Deb Niemeier Emphasizes Social Justice During Richart Lecture
Deb A. Niemeier presented the annual Frank E. Richart Jr. Distinguished Lecture on Monday, April 2 in the Iacocca Auditorium in the GG Brown Building.
Deb A. Niemeier presented the annual Frank E. Richart Jr. Distinguished Lecture on Monday, April 2 in the Iacocca Auditorium in the GG Brown Building.
Deb A. Niemeier presented the annual Frank E. Richart Jr. Distinguished Lecture on Monday, April 2 in the Iacocca Auditorium in the GG Brown building. Niemeier is a Professor at the Civil and Environmental Engineering department and the School of Education at the University of California, Davis.
Niemeier’s work at UC Davis is focused on integrating models for estimating mobile source emissions with transportation modeling. Her primary research interest has been developing highly accurate, accessible processes and emissions modeling and travel behavior models that can be used in the public sector.
Niemeier’s lecture was titled “Justice, Engineering and Infrastructure.” She spoke about the challenges for both the present and the future practices of engineering. Will we ensure that the benefits of smart cities are shared with marginalized communities? Will we be able to deploy crowdsourced data collection to better democratize infrastructure investment and maintenance? “The world is changing much faster than we, as educators, are changing. We are moving too slowly,” said Niemeier.

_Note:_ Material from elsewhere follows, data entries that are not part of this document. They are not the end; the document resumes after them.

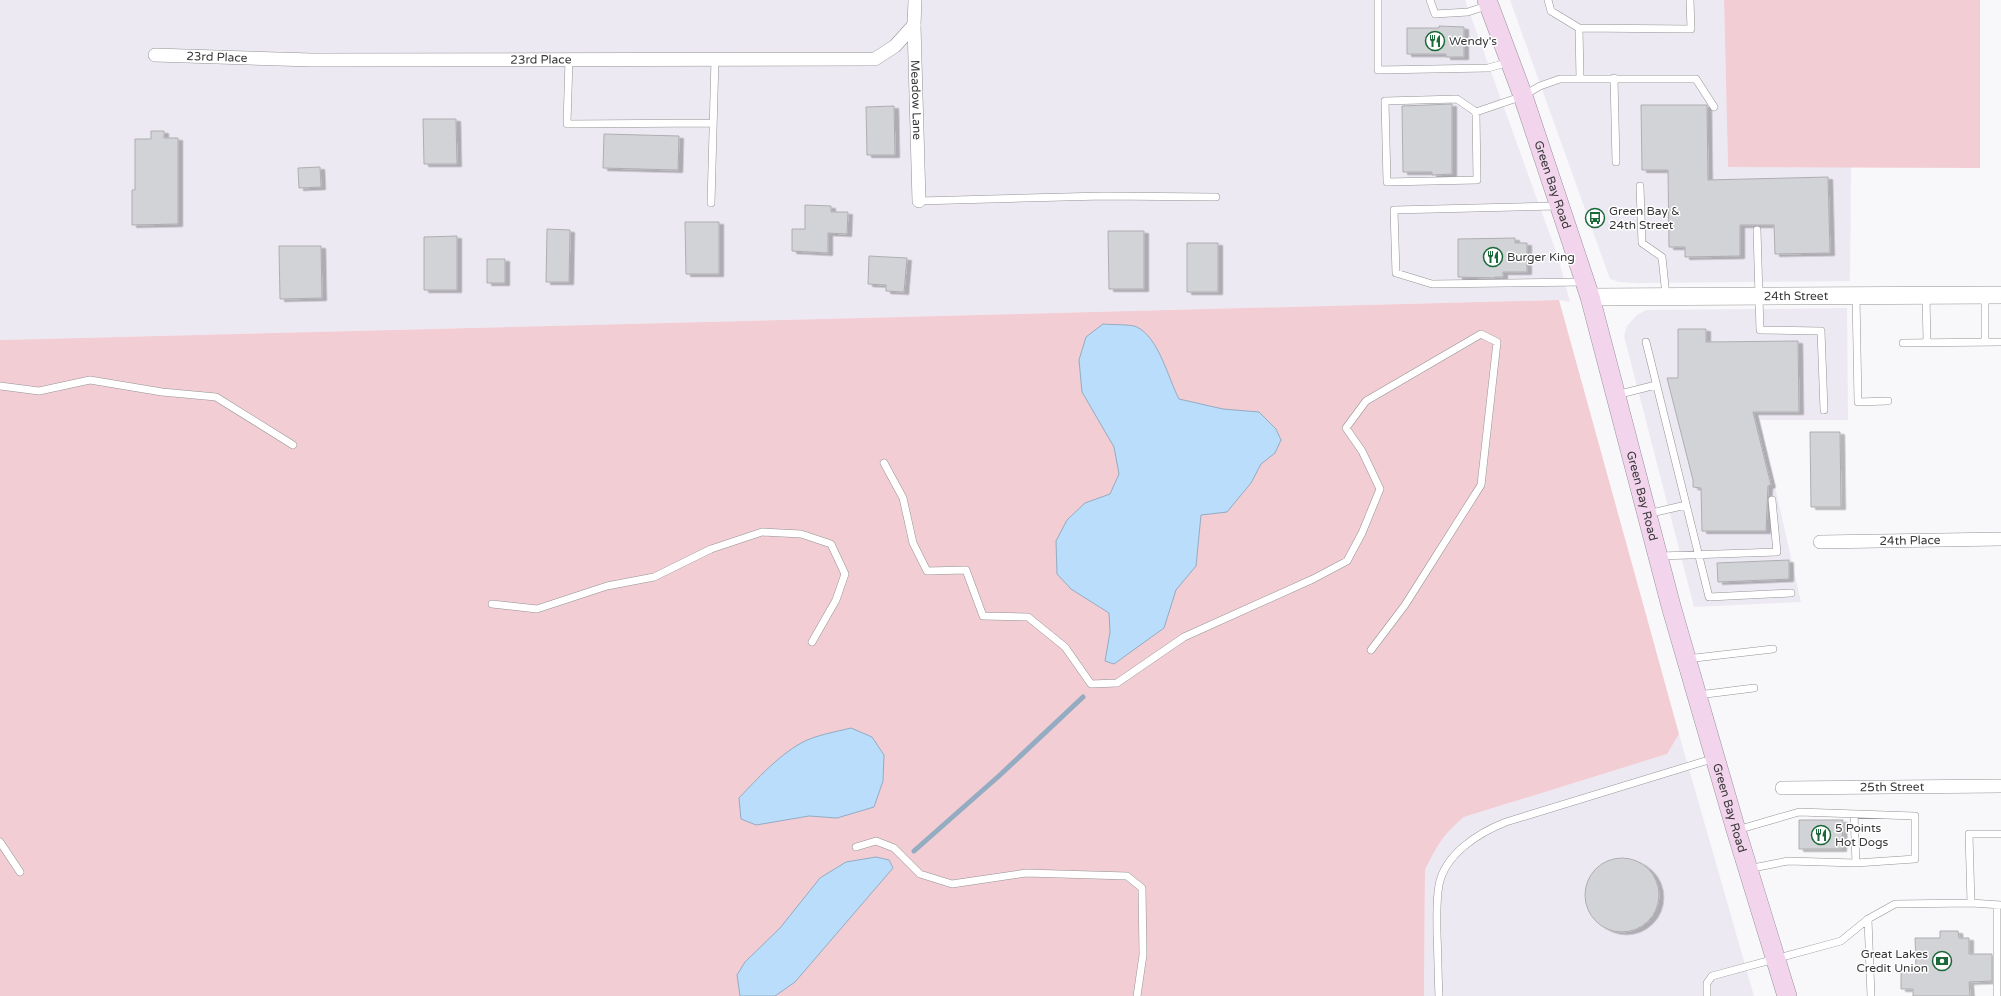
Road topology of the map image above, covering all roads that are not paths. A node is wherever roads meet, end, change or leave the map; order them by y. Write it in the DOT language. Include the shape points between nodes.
graph roads {
  1 [pos="915,0"];
  2 [pos="1378,0"];
  3 [pos="1430,0"];
  4 [pos="1548,0"];
  5 [pos="1690,0"];
  6 [pos="1488,2"];
  7 [pos="914,25"];
  8 [pos="1579,28"];
  9 [pos="155,55"];
  10 [pos="715,59"];
  11 [pos="569,60"];
  12 [pos="1510,62"];
  13 [pos="1614,78"];
  14 [pos="1580,79"];
  15 [pos="1523,96"];
  16 [pos="1714,107"];
  17 [pos="1476,112"];
  18 [pos="713,122"];
  19 [pos="1616,162"];
  20 [pos="1640,186"];
  21 [pos="1216,197"];
  22 [pos="918,201"];
  23 [pos="712,203"];
  24 [pos="1560,206"];
  25 [pos="1757,230"];
  26 [pos="1588,289"];
  27 [pos="1926,295"];
  28 [pos="1993,295"];
  29 [pos="1666,296"];
  30 [pos="1760,296"];
  31 [pos="1856,296"];
  32 [pos="1646,342"];
  33 [pos="1927,342"];
  34 [pos="1985,342"];
  35 [pos="2001,342"];
  36 [pos="1903,343"];
  37 [pos="1656,385"];
  38 [pos="0,386"];
  39 [pos="1616,395"];
  40 [pos="1888,401"];
  41 [pos="1824,410"];
  42 [pos="293,444"];
  43 [pos="884,463"];
  44 [pos="1772,500"];
  45 [pos="1686,505"];
  46 [pos="1647,514"];
  47 [pos="2001,539"];
  48 [pos="1820,542"];
  49 [pos="1698,554"];
  50 [pos="1658,556"];
  51 [pos="1791,593"];
  52 [pos="492,604"];
  53 [pos="812,642"];
  54 [pos="1773,649"];
  55 [pos="1371,650"];
  56 [pos="1686,659"];
  57 [pos="1754,688"];
  58 [pos="1696,695"];
  59 [pos="1715,758"];
  60 [pos="2001,786"];
  61 [pos="1782,788"];
  62 [pos="1854,814"];
  63 [pos="1736,830"];
  64 [pos="2001,834"];
  65 [pos="0,842"];
  66 [pos="856,847"];
  67 [pos="1856,863"];
  68 [pos="1748,869"];
  69 [pos="20,872"];
  70 [pos="1971,903"];
  71 [pos="1999,905"];
  72 [pos="1868,919"];
  73 [pos="1776,960"];
  74 [pos="1137,996"];
  75 [pos="1439,996"];
  76 [pos="1707,996"];
  77 [pos="1787,996"];
  78 [pos="1871,996"];
  79 [pos="1997,996"];
  1 -- 7 [label="street, Meadow Lane"];
  2 -- 12 [label="lane" via="1378,70 1488,68"];
  3 -- 6 [label="lane" via="1436,14 1468,12"];
  4 -- 8 [label="lane" via="1551,12"];
  5 -- 8 [label="lane" via="1691,29"];
  6 -- 12 [label="main road, Green Bay Road"];
  7 -- 10 [label="street, 23rd Place" via="895,46 875,59"];
  7 -- 22 [label="street, Meadow Lane"];
  8 -- 14 [label="lane"];
  9 -- 11 [label="street, 23rd Place" via="312,60"];
  10 -- 11 [label="street, 23rd Place"];
  10 -- 18 [label="lane"];
  11 -- 18 [label="lane" via="567,124"];
  12 -- 15 [label="main road, Green Bay Road"];
  13 -- 14 [label="lane"];
  13 -- 16 [label="lane" via="1696,79"];
  13 -- 19 [label="lane"];
  14 -- 15 [label="lane" via="1560,79"];
  15 -- 17 [label="lane"];
  15 -- 24 [label="main road, Green Bay Road"];
  17 -- 17 [label="lane" via="1457,99 1385,101 1387,182 1477,180"];
  18 -- 23 [label="lane"];
  20 -- 29 [label="lane" via="1642,243 1662,257"];
  21 -- 22 [label="lane" via="1103,196"];
  24 -- 26 [label="main road, Green Bay Road"];
  24 -- 26 [label="lane" via="1394,210 1396,273 1432,284"];
  25 -- 30 [label="lane"];
  26 -- 29 [label="street, 24th Street"];
  26 -- 39 [label="main road, Green Bay Road"];
  27 -- 28 [label="street, 24th Street"];
  27 -- 31 [label="street, 24th Street"];
  27 -- 33 [label="lane"];
  28 -- 34 [label="lane"];
  29 -- 30 [label="street, 24th Street"];
  30 -- 31 [label="street, 24th Street"];
  30 -- 41 [label="lane" via="1760,330 1821,331"];
  31 -- 40 [label="lane" via="1858,402"];
  32 -- 37 [label="lane"];
  33 -- 34 [label="lane"];
  33 -- 36 [label="lane"];
  34 -- 35 [label="lane"];
  37 -- 39 [label="lane"];
  37 -- 45 [label="lane"];
  38 -- 42 [label="lane" via="39,391 90,380 162,392 216,397"];
  39 -- 46 [label="main road, Green Bay Road"];
  43 -- 55 [label="lane" via="903,498 913,543 927,571 966,570 983,616 1028,617 1065,647 1090,684 1117,683 1184,637 1347,561 1362,534 1380,489 1362,452 1346,428 1366,401 1481,334 1497,342 1480,485 1405,605"];
  44 -- 49 [label="lane" via="1777,552"];
  45 -- 46 [label="lane"];
  45 -- 49 [label="lane"];
  46 -- 50 [label="main road, Green Bay Road"];
  47 -- 48 [label="street, 24th Place"];
  49 -- 50 [label="lane"];
  49 -- 51 [label="lane" via="1709,597"];
  50 -- 56 [label="main road, Green Bay Road"];
  52 -- 53 [label="lane" via="537,609 607,586 654,577 711,549 762,532 801,534 832,544 845,574 836,600"];
  54 -- 56 [label="lane"];
  56 -- 58 [label="main road, Green Bay Road"];
  57 -- 58 [label="lane"];
  58 -- 59 [label="main road, Green Bay Road"];
  59 -- 63 [label="main road, Green Bay Road"];
  59 -- 75 [label="lane" via="1506,822 1480,834 1468,843 1452,860 1439,884"];
  60 -- 61 [label="street, 25th Street"];
  62 -- 63 [label="lane" via="1799,812"];
  62 -- 67 [label="lane"];
  62 -- 67 [label="lane" via="1914,816 1916,860"];
  63 -- 68 [label="main road, Green Bay Road"];
  64 -- 70 [label="lane" via="1969,834"];
  65 -- 69 [label="lane"];
  66 -- 74 [label="lane" via="876,841 894,848 920,874 952,884 1026,872 1127,876 1142,888 1143,955"];
  67 -- 68 [label="lane" via="1788,861"];
  68 -- 73 [label="main road, Green Bay Road"];
  70 -- 71 [label="lane"];
  70 -- 72 [label="lane" via="1895,904"];
  71 -- 79 [label="lane"];
  72 -- 73 [label="lane" via="1841,941"];
  72 -- 78 [label="lane"];
  73 -- 76 [label="lane" via="1712,976 1707,983"];
  73 -- 77 [label="main road, Green Bay Road"];
}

She discussed how the engineering practice and culture is client-focused, despite the fact that some infrastructure improvements not only do not serve the common good, but can also actively harm particular populations.
The overall theme of the lecture was the need for a more critically aware stance by engineers in the role of social justice. Can the field develop a higher level of social responsiveness?
“We as educators, don’t make enough time and enough effort teaching students the kinds of moral skills that they actually need in a complex world. This allows problems in engineering to persist, because we haven’t given students the moral inquiry skills to examine what is right,” says Niemeier.
Niemeier suggested that making small changes in curriculum can have big impacts. Allowing students to make mistakes, emphasizing the importance of moral inquiry and placing those inquiries into a global setting are all ways educators can begin to shift the field and “create good human beings.”
“There are small ways we can change the way we educate students that can make very big shifts from how students emerge from our programs. There are easy changes we can make whose effects can be profound,” says Niemeier.
Dr. Niemeier was elected to the National Academy of Engineering in 2017. She has served as chair of the UC Davis civil engineering department, as well as the Director of the John Muir Institute and Associate Vice Chancellor in the Office of Research at UC Davis. She has received a number of awards including the Guggenheim Fellowship, the Aldo Leopold Leadership Award, the Chancellor’s Fellow Award, and an NSF CAREER award.
The annual Frank E. Richart Jr. lecture is named in honor of Professor Richart, whose long and distinguished career was highlighted by excellence in teaching, research and service to the University of Michigan.
Richart served the University of Michigan Department of Civil Engineering for twenty-four years, from 1962 to 1986. He was the department chair through 1969 and in 1977 he was named the W.J. Emmons Distinguished Professor of Civil Engineering. Richart passed away in 1994. He is survived by his wife, Elizabeth “Betty” Richart.